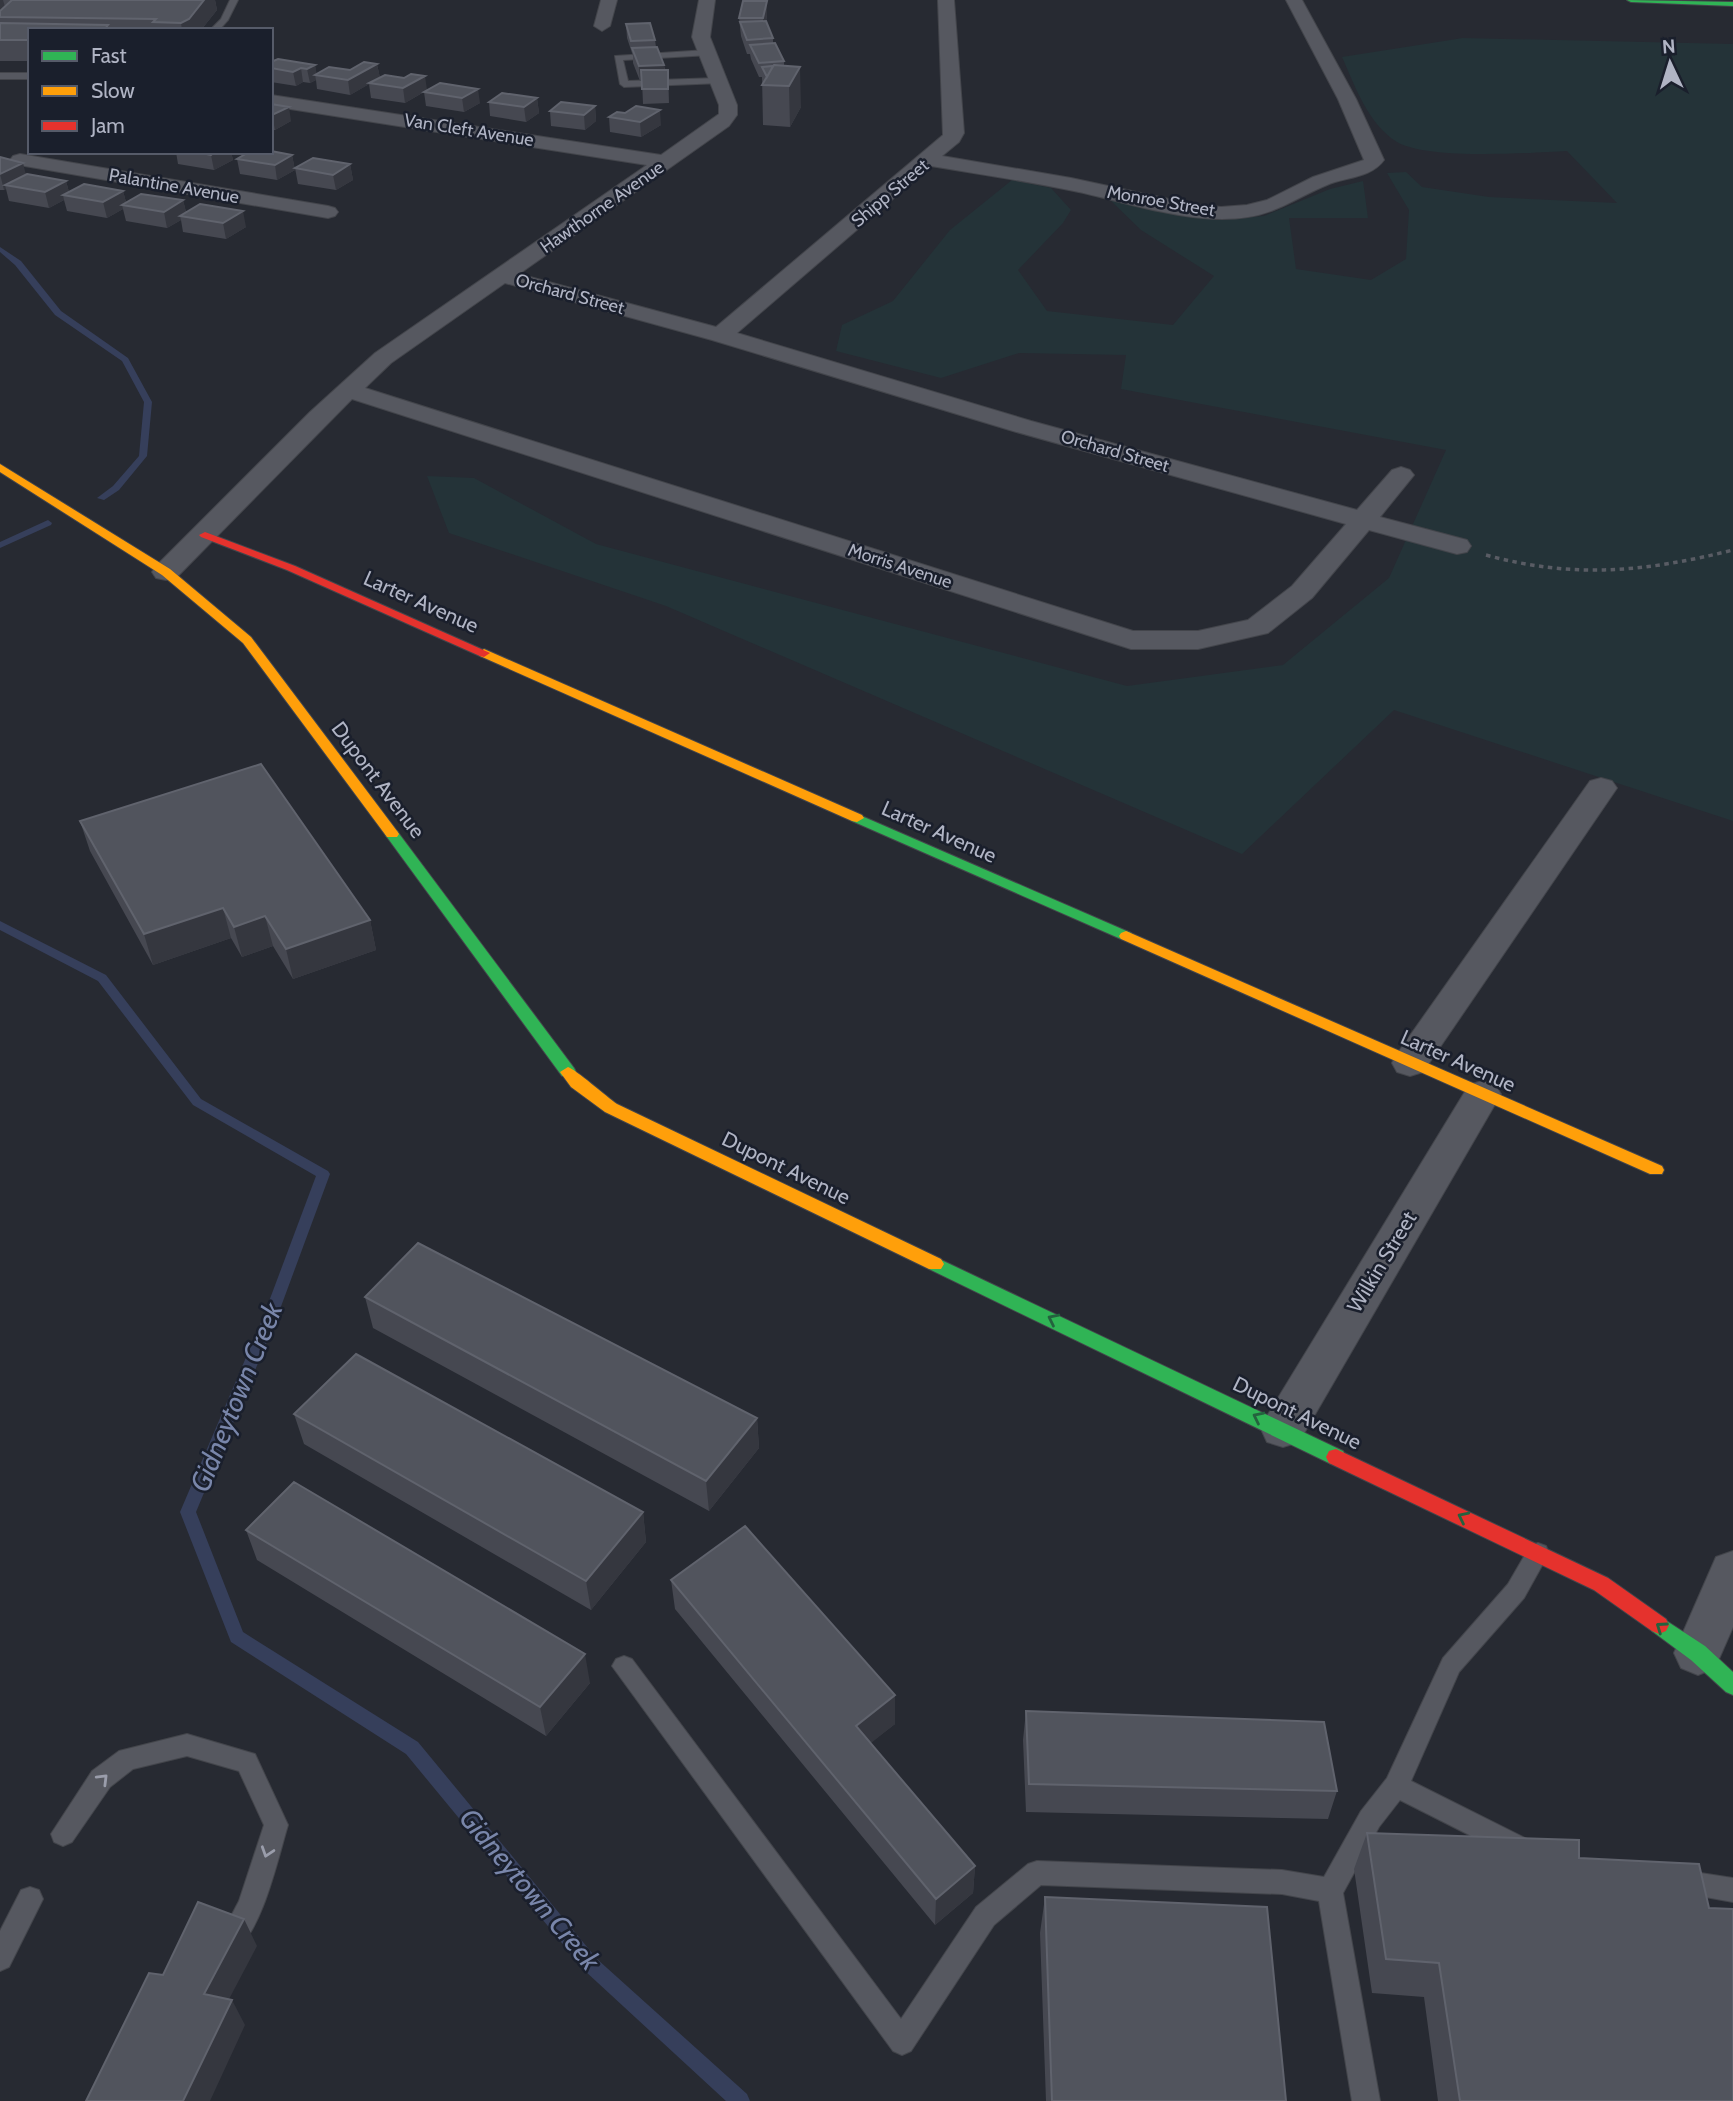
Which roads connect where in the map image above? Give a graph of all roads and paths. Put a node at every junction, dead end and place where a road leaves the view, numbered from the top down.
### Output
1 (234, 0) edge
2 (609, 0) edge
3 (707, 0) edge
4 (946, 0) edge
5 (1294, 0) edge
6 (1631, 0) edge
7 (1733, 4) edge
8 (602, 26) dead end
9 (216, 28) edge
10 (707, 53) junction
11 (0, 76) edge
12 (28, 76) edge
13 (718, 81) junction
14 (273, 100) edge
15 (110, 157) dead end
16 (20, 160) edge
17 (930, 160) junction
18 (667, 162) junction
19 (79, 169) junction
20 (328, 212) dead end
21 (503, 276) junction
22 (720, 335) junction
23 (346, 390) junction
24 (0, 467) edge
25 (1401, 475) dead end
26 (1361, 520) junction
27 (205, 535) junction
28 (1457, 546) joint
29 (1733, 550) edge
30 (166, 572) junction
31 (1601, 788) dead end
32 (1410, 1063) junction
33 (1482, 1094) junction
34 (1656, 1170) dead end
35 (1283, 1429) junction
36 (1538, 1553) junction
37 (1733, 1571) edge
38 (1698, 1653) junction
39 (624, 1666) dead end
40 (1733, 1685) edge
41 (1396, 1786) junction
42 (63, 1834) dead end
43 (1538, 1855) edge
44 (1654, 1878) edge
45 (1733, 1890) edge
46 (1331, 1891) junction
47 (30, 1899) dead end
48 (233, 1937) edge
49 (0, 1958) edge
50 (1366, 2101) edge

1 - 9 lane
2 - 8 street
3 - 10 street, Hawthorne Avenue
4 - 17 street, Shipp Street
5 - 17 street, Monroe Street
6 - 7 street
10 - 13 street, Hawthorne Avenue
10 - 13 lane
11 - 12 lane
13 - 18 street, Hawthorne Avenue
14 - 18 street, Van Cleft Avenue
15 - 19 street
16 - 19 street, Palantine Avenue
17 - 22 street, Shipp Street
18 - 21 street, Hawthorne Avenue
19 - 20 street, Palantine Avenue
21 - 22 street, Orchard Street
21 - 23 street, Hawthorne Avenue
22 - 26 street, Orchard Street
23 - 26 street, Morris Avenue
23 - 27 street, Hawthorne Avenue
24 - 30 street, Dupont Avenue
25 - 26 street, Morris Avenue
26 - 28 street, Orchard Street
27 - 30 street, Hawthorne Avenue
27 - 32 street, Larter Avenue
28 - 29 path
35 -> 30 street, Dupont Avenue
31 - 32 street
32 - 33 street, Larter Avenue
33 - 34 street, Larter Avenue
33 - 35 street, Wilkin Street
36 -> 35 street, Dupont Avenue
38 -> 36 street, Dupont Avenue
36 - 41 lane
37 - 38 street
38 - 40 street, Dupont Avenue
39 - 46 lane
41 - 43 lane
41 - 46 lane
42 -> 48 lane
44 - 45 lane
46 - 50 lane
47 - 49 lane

+ + + +

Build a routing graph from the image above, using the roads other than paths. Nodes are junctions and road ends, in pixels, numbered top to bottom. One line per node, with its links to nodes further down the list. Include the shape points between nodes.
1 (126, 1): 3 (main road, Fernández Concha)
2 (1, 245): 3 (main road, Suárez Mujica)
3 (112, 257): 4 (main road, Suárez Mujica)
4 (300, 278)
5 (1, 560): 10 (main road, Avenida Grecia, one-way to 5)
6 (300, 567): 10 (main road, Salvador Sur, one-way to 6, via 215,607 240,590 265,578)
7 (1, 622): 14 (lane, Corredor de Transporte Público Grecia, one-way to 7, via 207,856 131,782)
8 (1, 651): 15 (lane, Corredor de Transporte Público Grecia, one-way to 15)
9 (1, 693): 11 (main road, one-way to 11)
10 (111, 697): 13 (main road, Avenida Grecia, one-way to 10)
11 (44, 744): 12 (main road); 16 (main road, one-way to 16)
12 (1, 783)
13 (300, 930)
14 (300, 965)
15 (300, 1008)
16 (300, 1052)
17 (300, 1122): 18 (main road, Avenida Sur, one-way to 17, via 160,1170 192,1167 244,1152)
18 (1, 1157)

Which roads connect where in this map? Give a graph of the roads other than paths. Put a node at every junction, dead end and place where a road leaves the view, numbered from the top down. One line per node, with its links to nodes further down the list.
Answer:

+ + + +

Instructions to follow: From the material above, copy each line that includes the word "every".

Exercise solution:
Which roads connect where in the map image above? Give a graph of all roads and paths. Put a node at every junction, dead end and place where a road leaves the view, numbered from the top down.
Which roads connect where in this map? Give a graph of the roads other than paths. Put a node at every junction, dead end and place where a road leaves the view, numbered from the top down. One line per node, with its links to nodes further down the list.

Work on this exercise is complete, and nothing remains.